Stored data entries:
════════

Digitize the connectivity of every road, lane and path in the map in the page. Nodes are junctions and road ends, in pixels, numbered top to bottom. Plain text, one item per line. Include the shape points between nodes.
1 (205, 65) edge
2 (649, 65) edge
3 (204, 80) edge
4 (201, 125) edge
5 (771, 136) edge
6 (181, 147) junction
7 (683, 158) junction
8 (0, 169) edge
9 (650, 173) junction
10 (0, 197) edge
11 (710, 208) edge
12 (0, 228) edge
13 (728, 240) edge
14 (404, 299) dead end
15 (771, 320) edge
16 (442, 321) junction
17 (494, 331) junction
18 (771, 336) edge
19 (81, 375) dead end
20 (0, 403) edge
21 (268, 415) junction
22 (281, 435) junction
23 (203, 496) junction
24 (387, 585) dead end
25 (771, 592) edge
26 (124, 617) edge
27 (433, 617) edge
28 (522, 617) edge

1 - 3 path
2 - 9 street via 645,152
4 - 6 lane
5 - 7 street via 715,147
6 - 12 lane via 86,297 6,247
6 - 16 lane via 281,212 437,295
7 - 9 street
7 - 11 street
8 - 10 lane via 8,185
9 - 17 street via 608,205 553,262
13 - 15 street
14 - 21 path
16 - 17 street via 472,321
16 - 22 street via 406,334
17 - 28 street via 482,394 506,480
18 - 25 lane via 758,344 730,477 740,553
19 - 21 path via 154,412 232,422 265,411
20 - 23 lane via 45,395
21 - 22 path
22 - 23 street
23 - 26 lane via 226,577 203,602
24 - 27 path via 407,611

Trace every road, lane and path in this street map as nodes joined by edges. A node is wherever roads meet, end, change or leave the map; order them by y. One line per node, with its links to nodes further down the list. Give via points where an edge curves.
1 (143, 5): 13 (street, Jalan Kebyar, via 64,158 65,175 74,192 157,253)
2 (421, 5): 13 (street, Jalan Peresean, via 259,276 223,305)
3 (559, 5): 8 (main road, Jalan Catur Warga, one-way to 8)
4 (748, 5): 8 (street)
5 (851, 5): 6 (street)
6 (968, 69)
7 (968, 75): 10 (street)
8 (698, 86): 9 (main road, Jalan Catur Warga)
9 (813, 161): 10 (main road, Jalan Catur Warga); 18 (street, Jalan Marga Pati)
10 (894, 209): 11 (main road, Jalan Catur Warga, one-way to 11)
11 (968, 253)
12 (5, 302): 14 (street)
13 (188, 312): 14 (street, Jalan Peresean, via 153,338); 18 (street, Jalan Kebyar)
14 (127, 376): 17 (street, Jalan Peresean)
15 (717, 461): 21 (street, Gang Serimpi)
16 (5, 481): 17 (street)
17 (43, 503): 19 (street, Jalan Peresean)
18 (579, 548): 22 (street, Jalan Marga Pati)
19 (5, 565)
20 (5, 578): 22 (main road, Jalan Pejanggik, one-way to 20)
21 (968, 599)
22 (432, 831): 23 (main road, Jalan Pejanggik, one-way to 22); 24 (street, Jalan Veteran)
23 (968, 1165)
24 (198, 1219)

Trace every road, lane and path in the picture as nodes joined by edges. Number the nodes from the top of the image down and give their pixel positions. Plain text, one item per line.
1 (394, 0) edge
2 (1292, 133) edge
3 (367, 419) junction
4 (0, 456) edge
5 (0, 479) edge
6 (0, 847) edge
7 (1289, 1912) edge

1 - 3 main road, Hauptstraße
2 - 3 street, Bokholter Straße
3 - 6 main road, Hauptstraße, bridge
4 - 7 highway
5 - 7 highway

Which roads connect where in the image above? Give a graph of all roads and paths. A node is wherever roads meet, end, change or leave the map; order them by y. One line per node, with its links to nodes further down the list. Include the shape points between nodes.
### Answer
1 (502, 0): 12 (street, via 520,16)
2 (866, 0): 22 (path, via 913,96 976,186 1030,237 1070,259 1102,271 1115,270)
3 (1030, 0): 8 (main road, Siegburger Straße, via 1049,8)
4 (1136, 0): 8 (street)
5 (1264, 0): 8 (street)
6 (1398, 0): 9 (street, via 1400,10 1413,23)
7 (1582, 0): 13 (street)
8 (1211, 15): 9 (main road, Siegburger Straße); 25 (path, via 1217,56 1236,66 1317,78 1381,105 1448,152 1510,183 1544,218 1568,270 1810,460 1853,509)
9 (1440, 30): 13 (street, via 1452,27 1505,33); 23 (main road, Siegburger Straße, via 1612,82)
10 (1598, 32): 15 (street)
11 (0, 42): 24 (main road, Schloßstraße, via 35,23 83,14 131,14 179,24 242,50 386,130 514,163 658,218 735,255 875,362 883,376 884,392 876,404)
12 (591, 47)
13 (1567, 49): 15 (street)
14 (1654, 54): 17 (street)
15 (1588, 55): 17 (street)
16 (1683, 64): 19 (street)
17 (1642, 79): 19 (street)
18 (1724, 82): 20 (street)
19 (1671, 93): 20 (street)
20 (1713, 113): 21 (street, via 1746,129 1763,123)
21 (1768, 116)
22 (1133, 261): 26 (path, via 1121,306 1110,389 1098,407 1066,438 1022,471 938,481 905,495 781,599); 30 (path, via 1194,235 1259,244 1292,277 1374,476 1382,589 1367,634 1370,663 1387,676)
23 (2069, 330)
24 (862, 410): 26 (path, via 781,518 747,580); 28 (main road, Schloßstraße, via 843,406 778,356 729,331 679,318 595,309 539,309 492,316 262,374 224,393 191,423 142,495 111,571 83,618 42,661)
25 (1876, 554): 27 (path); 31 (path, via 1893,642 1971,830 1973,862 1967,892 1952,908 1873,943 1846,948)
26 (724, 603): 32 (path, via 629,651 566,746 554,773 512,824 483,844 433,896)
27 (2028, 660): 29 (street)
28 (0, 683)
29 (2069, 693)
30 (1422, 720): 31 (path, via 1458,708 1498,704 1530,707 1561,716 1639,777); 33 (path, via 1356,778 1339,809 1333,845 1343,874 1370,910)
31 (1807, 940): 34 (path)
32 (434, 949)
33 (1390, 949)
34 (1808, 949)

════════

Your task: The data above must be restated word for word.

Response to this task:
Digitize the connectivity of every road, lane and path in the map in the page. Nodes are junctions and road ends, in pixels, numbered top to bottom. Plain text, one item per line. Include the shape points between nodes.
1 (205, 65) edge
2 (649, 65) edge
3 (204, 80) edge
4 (201, 125) edge
5 (771, 136) edge
6 (181, 147) junction
7 (683, 158) junction
8 (0, 169) edge
9 (650, 173) junction
10 (0, 197) edge
11 (710, 208) edge
12 (0, 228) edge
13 (728, 240) edge
14 (404, 299) dead end
15 (771, 320) edge
16 (442, 321) junction
17 (494, 331) junction
18 (771, 336) edge
19 (81, 375) dead end
20 (0, 403) edge
21 (268, 415) junction
22 (281, 435) junction
23 (203, 496) junction
24 (387, 585) dead end
25 (771, 592) edge
26 (124, 617) edge
27 (433, 617) edge
28 (522, 617) edge

1 - 3 path
2 - 9 street via 645,152
4 - 6 lane
5 - 7 street via 715,147
6 - 12 lane via 86,297 6,247
6 - 16 lane via 281,212 437,295
7 - 9 street
7 - 11 street
8 - 10 lane via 8,185
9 - 17 street via 608,205 553,262
13 - 15 street
14 - 21 path
16 - 17 street via 472,321
16 - 22 street via 406,334
17 - 28 street via 482,394 506,480
18 - 25 lane via 758,344 730,477 740,553
19 - 21 path via 154,412 232,422 265,411
20 - 23 lane via 45,395
21 - 22 path
22 - 23 street
23 - 26 lane via 226,577 203,602
24 - 27 path via 407,611

Trace every road, lane and path in this street map as nodes joined by edges. A node is wherever roads meet, end, change or leave the map; order them by y. One line per node, with its links to nodes further down the list. Give via points where an edge curves.
1 (143, 5): 13 (street, Jalan Kebyar, via 64,158 65,175 74,192 157,253)
2 (421, 5): 13 (street, Jalan Peresean, via 259,276 223,305)
3 (559, 5): 8 (main road, Jalan Catur Warga, one-way to 8)
4 (748, 5): 8 (street)
5 (851, 5): 6 (street)
6 (968, 69)
7 (968, 75): 10 (street)
8 (698, 86): 9 (main road, Jalan Catur Warga)
9 (813, 161): 10 (main road, Jalan Catur Warga); 18 (street, Jalan Marga Pati)
10 (894, 209): 11 (main road, Jalan Catur Warga, one-way to 11)
11 (968, 253)
12 (5, 302): 14 (street)
13 (188, 312): 14 (street, Jalan Peresean, via 153,338); 18 (street, Jalan Kebyar)
14 (127, 376): 17 (street, Jalan Peresean)
15 (717, 461): 21 (street, Gang Serimpi)
16 (5, 481): 17 (street)
17 (43, 503): 19 (street, Jalan Peresean)
18 (579, 548): 22 (street, Jalan Marga Pati)
19 (5, 565)
20 (5, 578): 22 (main road, Jalan Pejanggik, one-way to 20)
21 (968, 599)
22 (432, 831): 23 (main road, Jalan Pejanggik, one-way to 22); 24 (street, Jalan Veteran)
23 (968, 1165)
24 (198, 1219)

Trace every road, lane and path in the picture as nodes joined by edges. Number the nodes from the top of the image down and give their pixel positions. Plain text, one item per line.
1 (394, 0) edge
2 (1292, 133) edge
3 (367, 419) junction
4 (0, 456) edge
5 (0, 479) edge
6 (0, 847) edge
7 (1289, 1912) edge

1 - 3 main road, Hauptstraße
2 - 3 street, Bokholter Straße
3 - 6 main road, Hauptstraße, bridge
4 - 7 highway
5 - 7 highway

Which roads connect where in the image above? Give a graph of all roads and paths. A node is wherever roads meet, end, change or leave the map; order them by y. One line per node, with its links to nodes further down the list. Include the shape points between nodes.
### Answer
1 (502, 0): 12 (street, via 520,16)
2 (866, 0): 22 (path, via 913,96 976,186 1030,237 1070,259 1102,271 1115,270)
3 (1030, 0): 8 (main road, Siegburger Straße, via 1049,8)
4 (1136, 0): 8 (street)
5 (1264, 0): 8 (street)
6 (1398, 0): 9 (street, via 1400,10 1413,23)
7 (1582, 0): 13 (street)
8 (1211, 15): 9 (main road, Siegburger Straße); 25 (path, via 1217,56 1236,66 1317,78 1381,105 1448,152 1510,183 1544,218 1568,270 1810,460 1853,509)
9 (1440, 30): 13 (street, via 1452,27 1505,33); 23 (main road, Siegburger Straße, via 1612,82)
10 (1598, 32): 15 (street)
11 (0, 42): 24 (main road, Schloßstraße, via 35,23 83,14 131,14 179,24 242,50 386,130 514,163 658,218 735,255 875,362 883,376 884,392 876,404)
12 (591, 47)
13 (1567, 49): 15 (street)
14 (1654, 54): 17 (street)
15 (1588, 55): 17 (street)
16 (1683, 64): 19 (street)
17 (1642, 79): 19 (street)
18 (1724, 82): 20 (street)
19 (1671, 93): 20 (street)
20 (1713, 113): 21 (street, via 1746,129 1763,123)
21 (1768, 116)
22 (1133, 261): 26 (path, via 1121,306 1110,389 1098,407 1066,438 1022,471 938,481 905,495 781,599); 30 (path, via 1194,235 1259,244 1292,277 1374,476 1382,589 1367,634 1370,663 1387,676)
23 (2069, 330)
24 (862, 410): 26 (path, via 781,518 747,580); 28 (main road, Schloßstraße, via 843,406 778,356 729,331 679,318 595,309 539,309 492,316 262,374 224,393 191,423 142,495 111,571 83,618 42,661)
25 (1876, 554): 27 (path); 31 (path, via 1893,642 1971,830 1973,862 1967,892 1952,908 1873,943 1846,948)
26 (724, 603): 32 (path, via 629,651 566,746 554,773 512,824 483,844 433,896)
27 (2028, 660): 29 (street)
28 (0, 683)
29 (2069, 693)
30 (1422, 720): 31 (path, via 1458,708 1498,704 1530,707 1561,716 1639,777); 33 (path, via 1356,778 1339,809 1333,845 1343,874 1370,910)
31 (1807, 940): 34 (path)
32 (434, 949)
33 (1390, 949)
34 (1808, 949)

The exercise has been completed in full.